Jaeger-LeCoultre Deep Sea ref. E857.

Dans la même vente, citons également une référence rare et très peu visible sur le marché avec cette Jaeger-LeCoultre Deep Sea réf. E857. Produite pendant seulement 3 ans, de 1959 à 1962, à 1061 exemplaires (encore moins que la Polaris, fabriquée plus tard à 1714 exemplaires), elle a été produite en 2 lots : l’un pour le marché européen et l’autre pour le marché américain. Les experts s’accordent à dire qu’environ 800 pièces ont été fabriquées pour le marché américain (avec un cadran totalement différent) et environ 200 pour le marché européen.
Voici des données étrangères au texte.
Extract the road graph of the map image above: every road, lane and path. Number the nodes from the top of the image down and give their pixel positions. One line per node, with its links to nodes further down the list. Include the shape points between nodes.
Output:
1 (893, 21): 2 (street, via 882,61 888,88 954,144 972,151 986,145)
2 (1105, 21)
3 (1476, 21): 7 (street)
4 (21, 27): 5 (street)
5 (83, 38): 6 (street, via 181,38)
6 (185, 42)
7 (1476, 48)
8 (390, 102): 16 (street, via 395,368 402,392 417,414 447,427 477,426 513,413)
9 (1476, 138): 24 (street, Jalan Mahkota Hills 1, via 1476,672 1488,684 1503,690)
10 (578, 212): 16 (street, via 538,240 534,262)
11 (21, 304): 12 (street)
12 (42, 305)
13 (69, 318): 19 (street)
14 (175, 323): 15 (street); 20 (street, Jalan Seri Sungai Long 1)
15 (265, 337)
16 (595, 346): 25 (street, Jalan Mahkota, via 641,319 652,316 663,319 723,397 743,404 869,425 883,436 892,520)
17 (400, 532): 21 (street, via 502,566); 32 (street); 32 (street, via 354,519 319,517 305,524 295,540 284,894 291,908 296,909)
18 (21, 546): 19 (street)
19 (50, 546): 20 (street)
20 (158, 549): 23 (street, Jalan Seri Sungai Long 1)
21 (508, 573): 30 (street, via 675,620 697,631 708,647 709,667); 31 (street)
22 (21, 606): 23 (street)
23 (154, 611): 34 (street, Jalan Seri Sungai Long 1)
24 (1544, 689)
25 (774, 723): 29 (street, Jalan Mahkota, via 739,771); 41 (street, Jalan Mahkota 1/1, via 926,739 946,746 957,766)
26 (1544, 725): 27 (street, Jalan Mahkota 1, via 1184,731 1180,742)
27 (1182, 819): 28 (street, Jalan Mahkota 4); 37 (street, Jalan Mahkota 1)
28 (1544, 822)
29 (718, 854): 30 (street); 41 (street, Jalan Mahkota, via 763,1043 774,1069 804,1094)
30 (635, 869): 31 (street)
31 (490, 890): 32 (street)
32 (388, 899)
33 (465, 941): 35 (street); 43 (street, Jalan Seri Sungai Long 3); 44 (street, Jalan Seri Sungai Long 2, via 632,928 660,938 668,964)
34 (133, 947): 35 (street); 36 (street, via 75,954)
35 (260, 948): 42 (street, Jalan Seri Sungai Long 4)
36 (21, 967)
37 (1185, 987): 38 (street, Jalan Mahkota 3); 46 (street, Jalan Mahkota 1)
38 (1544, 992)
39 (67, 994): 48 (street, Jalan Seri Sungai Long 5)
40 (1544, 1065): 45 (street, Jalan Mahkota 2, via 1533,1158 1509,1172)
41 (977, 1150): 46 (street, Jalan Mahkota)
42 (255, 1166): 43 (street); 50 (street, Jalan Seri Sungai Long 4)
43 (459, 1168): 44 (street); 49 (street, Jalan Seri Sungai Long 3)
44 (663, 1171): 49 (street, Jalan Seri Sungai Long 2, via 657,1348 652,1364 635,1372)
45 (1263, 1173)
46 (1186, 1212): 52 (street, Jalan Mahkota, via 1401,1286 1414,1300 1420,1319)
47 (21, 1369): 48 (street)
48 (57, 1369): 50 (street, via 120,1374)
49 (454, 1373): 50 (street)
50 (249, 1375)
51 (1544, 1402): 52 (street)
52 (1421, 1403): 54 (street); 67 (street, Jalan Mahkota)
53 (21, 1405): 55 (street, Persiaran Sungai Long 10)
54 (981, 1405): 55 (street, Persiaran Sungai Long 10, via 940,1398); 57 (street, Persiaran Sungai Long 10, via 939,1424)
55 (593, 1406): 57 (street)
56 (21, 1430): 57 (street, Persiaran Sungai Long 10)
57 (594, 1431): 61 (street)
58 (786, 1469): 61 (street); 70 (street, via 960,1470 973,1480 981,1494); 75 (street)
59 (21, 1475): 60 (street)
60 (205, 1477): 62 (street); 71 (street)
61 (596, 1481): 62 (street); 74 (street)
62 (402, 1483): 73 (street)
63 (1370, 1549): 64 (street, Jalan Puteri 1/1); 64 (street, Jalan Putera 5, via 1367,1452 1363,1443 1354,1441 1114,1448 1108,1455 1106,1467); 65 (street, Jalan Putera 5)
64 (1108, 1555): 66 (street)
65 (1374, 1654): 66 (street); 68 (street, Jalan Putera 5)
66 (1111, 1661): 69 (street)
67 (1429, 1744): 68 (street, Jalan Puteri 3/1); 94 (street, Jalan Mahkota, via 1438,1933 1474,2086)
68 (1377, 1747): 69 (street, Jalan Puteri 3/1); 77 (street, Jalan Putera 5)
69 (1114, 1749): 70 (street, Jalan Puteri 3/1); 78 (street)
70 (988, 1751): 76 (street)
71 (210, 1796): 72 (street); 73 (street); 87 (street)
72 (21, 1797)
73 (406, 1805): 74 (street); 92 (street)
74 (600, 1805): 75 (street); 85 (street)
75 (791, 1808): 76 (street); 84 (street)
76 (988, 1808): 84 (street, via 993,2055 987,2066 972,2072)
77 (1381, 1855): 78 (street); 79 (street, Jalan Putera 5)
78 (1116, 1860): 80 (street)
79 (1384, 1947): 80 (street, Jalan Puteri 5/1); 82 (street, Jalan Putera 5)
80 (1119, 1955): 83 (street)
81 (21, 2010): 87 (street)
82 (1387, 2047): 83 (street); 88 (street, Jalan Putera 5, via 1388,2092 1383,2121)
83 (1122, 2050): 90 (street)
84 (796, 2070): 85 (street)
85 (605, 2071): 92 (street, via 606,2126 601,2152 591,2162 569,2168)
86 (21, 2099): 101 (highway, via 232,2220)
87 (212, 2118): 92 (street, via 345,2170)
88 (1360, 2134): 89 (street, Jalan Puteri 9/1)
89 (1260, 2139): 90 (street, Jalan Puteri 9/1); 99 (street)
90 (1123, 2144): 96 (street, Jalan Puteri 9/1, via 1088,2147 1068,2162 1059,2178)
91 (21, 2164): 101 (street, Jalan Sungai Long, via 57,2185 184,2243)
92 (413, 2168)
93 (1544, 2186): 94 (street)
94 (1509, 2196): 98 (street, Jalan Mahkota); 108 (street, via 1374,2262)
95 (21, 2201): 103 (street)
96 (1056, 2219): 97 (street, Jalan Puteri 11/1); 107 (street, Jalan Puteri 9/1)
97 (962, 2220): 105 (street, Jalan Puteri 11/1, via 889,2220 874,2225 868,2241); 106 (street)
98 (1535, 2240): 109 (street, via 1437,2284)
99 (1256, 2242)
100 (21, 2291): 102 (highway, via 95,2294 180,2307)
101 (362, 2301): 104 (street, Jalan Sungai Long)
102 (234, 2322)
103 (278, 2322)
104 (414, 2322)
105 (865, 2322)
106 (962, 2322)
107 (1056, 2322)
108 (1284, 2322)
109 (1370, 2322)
Considérée comme la première montre-bracelet de plongée de Jaeger-LeCoultre, mais aussi comme la première montre de plongée avec alarme mécanique, elle sera attendue sous le marteau entre 20 000 et 30 000 euros.

Vente Christie’s F.P. Journe.

Le 12 mai à Genève, la maison Christie’s célébrera l’art de F.P. Journe. Une vacation qui fait office de plus importante vente de montres F.P. Journe jamais organisée à ce jour. Avec 40 garde-temps F.P. Journe, cette magnifique vente mettra en lumière le génie de François-Paul Journe avec une sélection emblématique de références, de ses premières années jusqu’à aujourd’hui. Signalons deux modèles. Tout d’abord un modèle exclusif de 2010 avec un chronographe ergonomique Centigraphe Souverain en platine avec registres 100e de seconde, 20e de seconde, 10 minutes, cadran chromé rouge et bracelet en platine. Disponible uniquement sur demande spéciale, cet exemplaire affiche un cadran rouge Ferrari de l’emblématique F.P. Journe Centigraphe. Pour en être l’heureux propriétaire, il faudra débourser entre 400 000 et 600 000 euros. Ensuite, un superbe Chronomètre à Résonance en platine « Pré-Souscription » lancé en 2000 et estimé entre 500 000 et 1 million d’euros.

L’histoire du jour

Nous allons nous intéresser à une véritable découverte car personne ne connaissait l’existence de cette montre. La maison Phillips dévoile – sans avoir encore annoncé une date fixe de vente – une Patek Philippe Calatrava en platine réf. 96 Quantieme Lune. Un objet ayant appartenu à Aisin-Giro Puyi – ou Xuantong, son nom de règne – le douzième et dernier empereur chinois de la dynastie Qing. Un souverain qui vécut une vie compliquée en Chine, montant sur le trône de la dynastie Qing alors qu’il n’avait que deux ans, mais forcé d’abdiquer quatre ans plus tard. Sa vie fut d’ailleurs racontée en 1987 dans le film Le Dernier Empereur du cinéaste Bertolucci qui avait remporté l’Oscar du meilleur film.

Patek Philippe 96 Quantième Lune.

Une référence légendaire, d’une importance capitale pour l’héritage de Patek Philippe, puisque c’est l’un des exemples les plus importants à n’avoir jamais refait surface. Alors que seules sept références Patek Philippe 96 dotée d’une telle complication étaient connues auparavant, le présent exemplaire est nouveau sur le marché et est le huitième exemplaire à apparaître. Seuls deux exemples avec la configuration exacte du cadran – qui comprend une configuration « Roulette » arabe en émail – ont déjà fait surface. L’un fait maintenant partie de la collection du Patek Phillipe Museum tandis que le second a été vendu en 1996 à un collectionneur privé. Aucune estimation n’a pour l’instant été donnée par la maison de ventes mais il faut s’attendre à une estimation d’au moins 1 million d’euros.